[Assignment]: Which lines in the records below contain the word "WESTPARK"? Return each of them.

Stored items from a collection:
□ □ □

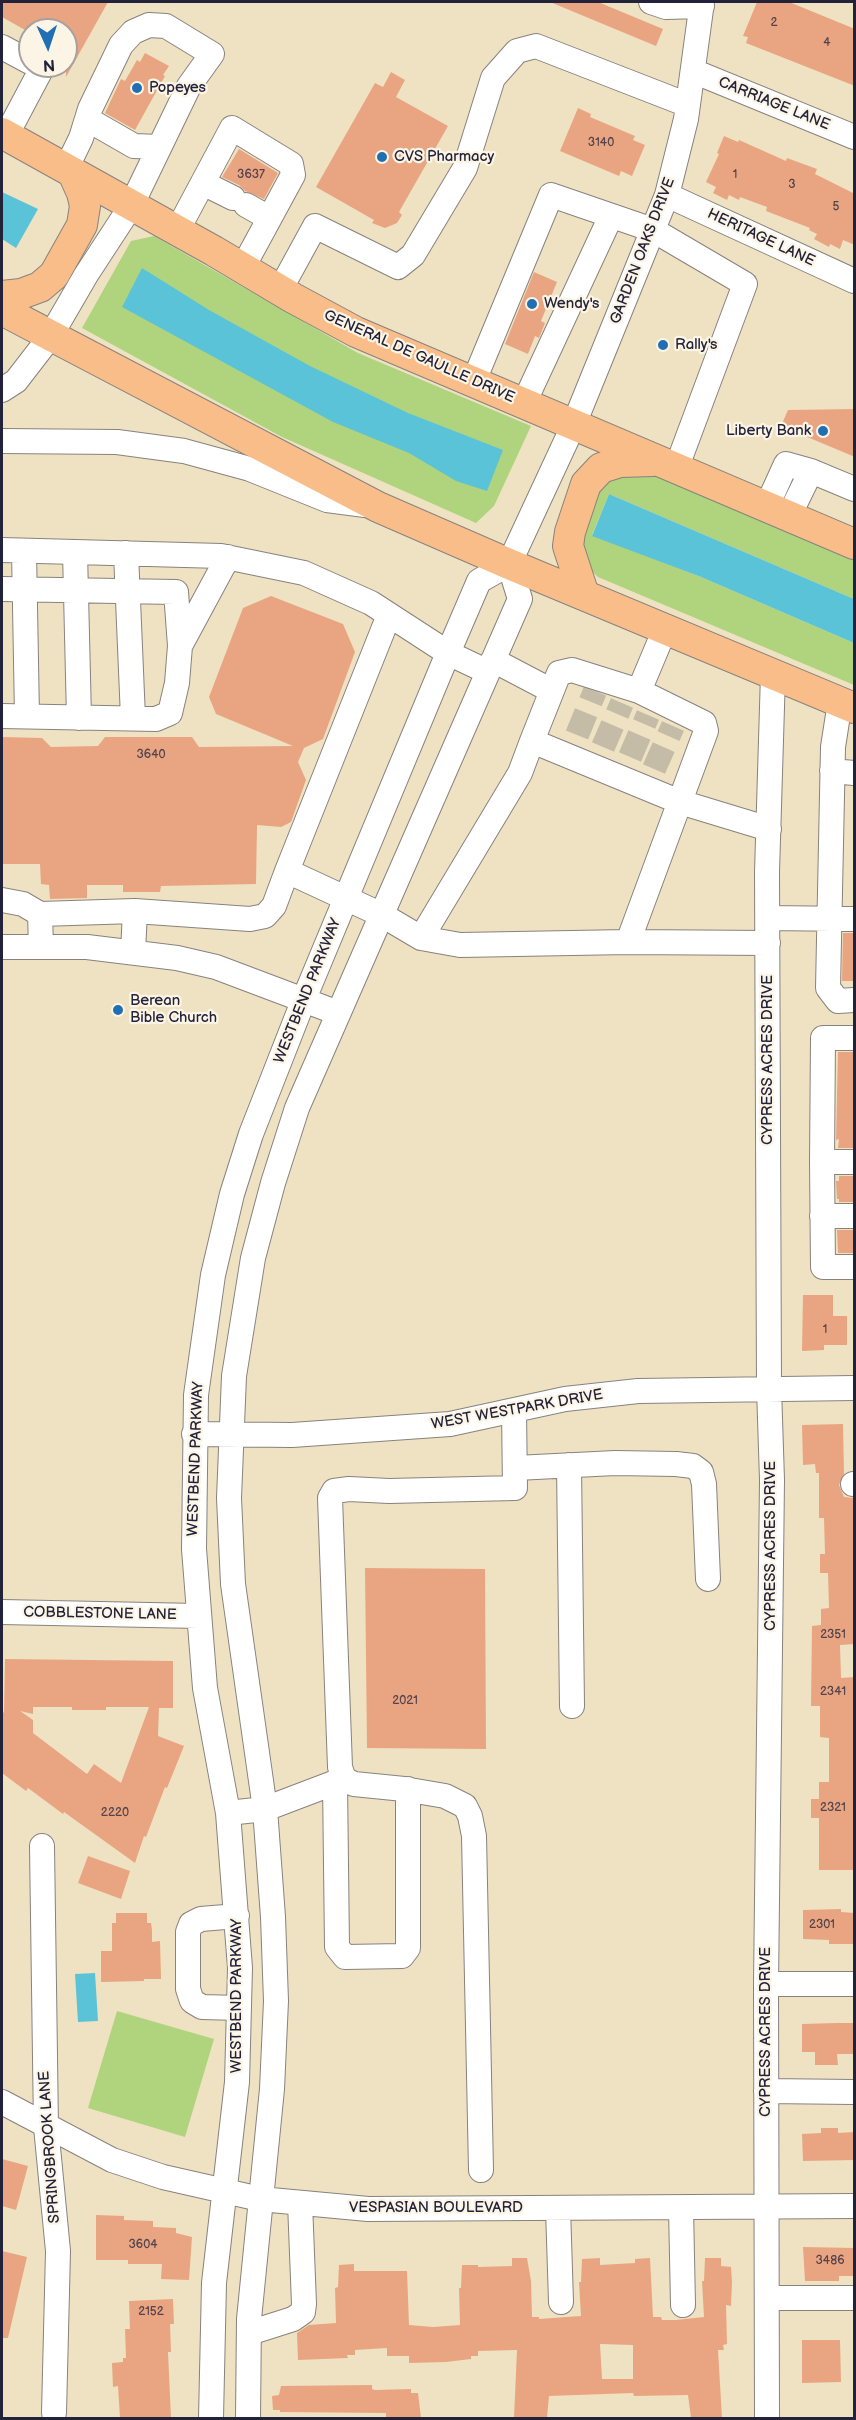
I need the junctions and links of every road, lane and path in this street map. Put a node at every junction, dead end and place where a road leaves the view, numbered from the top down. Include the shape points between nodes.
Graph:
1 (651, 2) edge
2 (702, 4) edge
3 (2, 47) edge
4 (18, 56) edge
5 (693, 71) junction
6 (37, 78) edge
7 (688, 105) junction
8 (87, 119) junction
9 (4, 135) edge
10 (855, 137) edge
11 (159, 147) junction
12 (70, 171) junction
13 (203, 183) junction
14 (667, 195) junction
15 (131, 206) junction
16 (611, 216) junction
17 (270, 218) junction
18 (653, 230) junction
19 (177, 231) junction
20 (242, 269) junction
21 (855, 281) edge
22 (279, 291) junction
23 (2, 296) edge
24 (2, 310) edge
25 (50, 337) junction
26 (473, 383) junction
27 (2, 390) edge
28 (524, 403) junction
29 (574, 424) junction
30 (2, 441) edge
31 (668, 465) junction
32 (855, 489) edge
33 (378, 507) junction
34 (777, 513) junction
35 (855, 544) edge
36 (13, 551) edge
37 (75, 552) junction
38 (126, 553) junction
39 (177, 553) junction
40 (228, 557) junction
41 (509, 564) junction
42 (12, 589) edge
43 (75, 590) junction
44 (128, 592) junction
45 (176, 592) junction
46 (584, 595) junction
47 (389, 615) junction
48 (665, 629) junction
49 (180, 646) junction
50 (448, 653) junction
51 (491, 666) junction
52 (773, 674) junction
53 (552, 691) junction
54 (639, 699) junction
55 (847, 705) edge
56 (2, 716) edge
57 (27, 716) junction
58 (79, 718) junction
59 (133, 718) junction
60 (532, 741) junction
61 (844, 772) edge
62 (680, 802) junction
63 (769, 829) junction
64 (287, 872) junction
65 (346, 898) junction
66 (2, 900) edge
67 (135, 911) junction
68 (40, 914) junction
69 (382, 915) junction
70 (768, 918) junction
71 (830, 918) junction
72 (855, 919) edge
73 (421, 938) junction
74 (628, 942) junction
75 (768, 943) junction
76 (2, 947) edge
77 (41, 947) junction
78 (133, 952) junction
79 (304, 999) junction
80 (846, 1000) edge
81 (338, 1013) junction
82 (855, 1038) edge
83 (822, 1162) junction
84 (855, 1162) edge
85 (822, 1216) junction
86 (855, 1216) edge
87 (855, 1267) edge
88 (769, 1388) junction
89 (855, 1388) edge
90 (514, 1411) junction
91 (194, 1434) junction
92 (230, 1435) junction
93 (569, 1465) junction
94 (516, 1468) junction
95 (708, 1579) dead end
96 (2, 1612) edge
97 (198, 1616) junction
98 (572, 1706) dead end
99 (339, 1781) junction
100 (408, 1790) junction
101 (265, 1809) junction
102 (228, 1813) junction
103 (42, 1846) dead end
104 (237, 1916) junction
105 (766, 1984) junction
106 (855, 1984) edge
107 (239, 2008) junction
108 (766, 2091) junction
109 (855, 2092) edge
110 (2, 2103) edge
111 (46, 2127) junction
112 (481, 2170) dead end
113 (226, 2192) junction
114 (260, 2199) junction
115 (300, 2203) junction
116 (855, 2206) edge
117 (558, 2208) junction
118 (681, 2208) junction
119 (766, 2208) junction
120 (768, 2298) junction
121 (855, 2298) edge
122 (561, 2302) dead end
123 (683, 2305) dead end
124 (249, 2332) junction
125 (54, 2413) dead end
126 (211, 2418) edge
127 (248, 2418) edge
128 (767, 2418) edge

1 - 2 street via 666,7
2 - 5 street, GARDEN OAKS DRIVE
3 - 4 street
5 - 7 street, GARDEN OAKS DRIVE
5 - 10 street, CARRIAGE LANE
6 - 9 street
7 - 14 street, GARDEN OAKS DRIVE
7 - 22 street via 536,46 517,51 493,78 465,168 413,255 398,267 315,226
8 - 11 street via 134,146
8 - 11 street via 122,45 133,32 149,25 166,26 212,54 189,86
8 - 12 street
9 - 12 main road, GENERAL DE GAULLE DRIVE
11 - 15 street
12 - 15 main road, GENERAL DE GAULLE DRIVE
12 - 23 main road via 82,193 82,225 54,275 40,288
13 - 17 street
13 - 17 street via 232,128 291,164 293,175
13 - 19 street
14 - 18 street, GARDEN OAKS DRIVE
14 - 21 street, HERITAGE LANE
15 - 19 main road, GENERAL DE GAULLE DRIVE
15 - 25 street
16 - 18 street
16 - 26 street via 551,195
16 - 28 street
17 - 20 street
18 - 29 street, GARDEN OAKS DRIVE
18 - 31 street via 745,284
19 - 20 main road, GENERAL DE GAULLE DRIVE
20 - 22 main road, GENERAL DE GAULLE DRIVE
22 - 26 main road, GENERAL DE GAULLE DRIVE via 356,332
24 - 25 main road
25 - 27 street via 16,381
25 - 33 main road
26 - 28 main road, GENERAL DE GAULLE DRIVE
28 - 29 main road, GENERAL DE GAULLE DRIVE
29 - 31 main road, GENERAL DE GAULLE DRIVE
29 - 41 street
30 - 33 street via 117,442 184,451 250,469 327,500
31 - 34 main road, GENERAL DE GAULLE DRIVE
31 - 46 main road via 620,462 601,468 586,484 568,546
32 - 34 street via 811,471
33 - 41 main road
34 - 35 main road, GENERAL DE GAULLE DRIVE
36 - 37 street
36 - 42 street
37 - 38 street
37 - 43 street
38 - 39 street
38 - 44 street
39 - 40 street
39 - 45 street
40 - 47 street via 304,573
40 - 49 street
41 - 46 main road
41 - 50 street, WESTBEND PARKWAY via 479,581
41 - 51 street via 520,599
42 - 43 street
42 - 57 street
43 - 44 street
43 - 58 street
44 - 45 street
44 - 59 street
45 - 49 street
46 - 48 main road
47 - 50 street
47 - 64 street
48 - 52 main road
48 - 54 street
49 - 59 street via 170,713 156,718
50 - 51 street
50 - 65 street, WESTBEND PARKWAY
51 - 53 street
51 - 69 street
52 - 55 main road
52 - 63 street, CYPRESS ACRES DRIVE
53 - 54 street via 559,673 572,670 598,685
53 - 60 street
54 - 62 street via 676,718 704,723 706,731
55 - 61 street via 833,747
56 - 57 street
57 - 58 street
58 - 59 street
60 - 62 street via 573,745 650,778
60 - 73 street via 520,773
61 - 71 street
62 - 63 street
62 - 74 street
63 - 70 street, CYPRESS ACRES DRIVE
64 - 65 street
64 - 67 street via 274,906 265,916 250,920
65 - 69 street
65 - 79 street, WESTBEND PARKWAY
66 - 68 street via 23,904
67 - 68 street
67 - 78 street
68 - 77 street
69 - 73 street
69 - 81 street
70 - 71 street
70 - 75 street, CYPRESS ACRES DRIVE
71 - 72 street
71 - 80 street via 828,988
73 - 74 street via 460,945
74 - 75 street
75 - 88 street, CYPRESS ACRES DRIVE
76 - 77 street
77 - 78 street
78 - 79 street via 216,967
79 - 81 street
79 - 91 street, WESTBEND PARKWAY via 232,1194 213,1275
81 - 92 street via 297,1108 253,1258 234,1376
82 - 83 street via 823,1038
83 - 84 street
83 - 85 street
85 - 86 street
85 - 87 street via 822,1268
88 - 89 street, WEST WESTPARK DRIVE
88 - 90 street, WEST WESTPARK DRIVE via 638,1391 565,1399
88 - 105 street, CYPRESS ACRES DRIVE via 772,1480
90 - 92 street, WEST WESTPARK DRIVE via 450,1424
90 - 94 street
91 - 92 street, WEST WESTPARK DRIVE
91 - 97 street, WESTBEND PARKWAY
92 - 101 street via 232,1584
93 - 94 street
93 - 95 street via 693,1466 704,1484
93 - 98 street
94 - 99 street via 515,1488 349,1488 334,1491 330,1498
96 - 97 street, COBBLESTONE LANE
97 - 102 street, WESTBEND PARKWAY via 205,1688
99 - 100 street
99 - 100 street via 337,1947 345,1957 402,1956 408,1948
99 - 101 street
100 - 112 street via 445,1796 465,1806 474,1836
101 - 102 street
101 - 114 street via 276,2001 273,2089
102 - 104 street, WESTBEND PARKWAY
103 - 111 street, SPRINGBROOK LANE
104 - 107 street, WESTBEND PARKWAY
104 - 107 street via 201,1919 191,1924 188,1989 192,2001 202,2007
105 - 106 street
105 - 108 street, CYPRESS ACRES DRIVE
107 - 113 street, WESTBEND PARKWAY via 237,2082
108 - 109 street
108 - 119 street, CYPRESS ACRES DRIVE
110 - 111 street, VESPASIAN BOULEVARD
111 - 113 street, VESPASIAN BOULEVARD via 112,2160
111 - 125 street, SPRINGBROOK LANE via 58,2252
113 - 114 street, VESPASIAN BOULEVARD
113 - 126 street, WESTBEND PARKWAY via 214,2283
114 - 115 street, VESPASIAN BOULEVARD
114 - 124 street
115 - 117 street, VESPASIAN BOULEVARD via 368,2209
115 - 124 street via 303,2312 293,2319
116 - 119 street, VESPASIAN BOULEVARD
117 - 118 street, VESPASIAN BOULEVARD
117 - 122 street
118 - 119 street, VESPASIAN BOULEVARD
118 - 123 street
119 - 120 street, CYPRESS ACRES DRIVE
120 - 121 street
120 - 128 street, CYPRESS ACRES DRIVE
124 - 127 street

□ □ □

[Exercise output]:
88 - 89 street, WEST WESTPARK DRIVE
88 - 90 street, WEST WESTPARK DRIVE via 638,1391 565,1399
90 - 92 street, WEST WESTPARK DRIVE via 450,1424
91 - 92 street, WEST WESTPARK DRIVE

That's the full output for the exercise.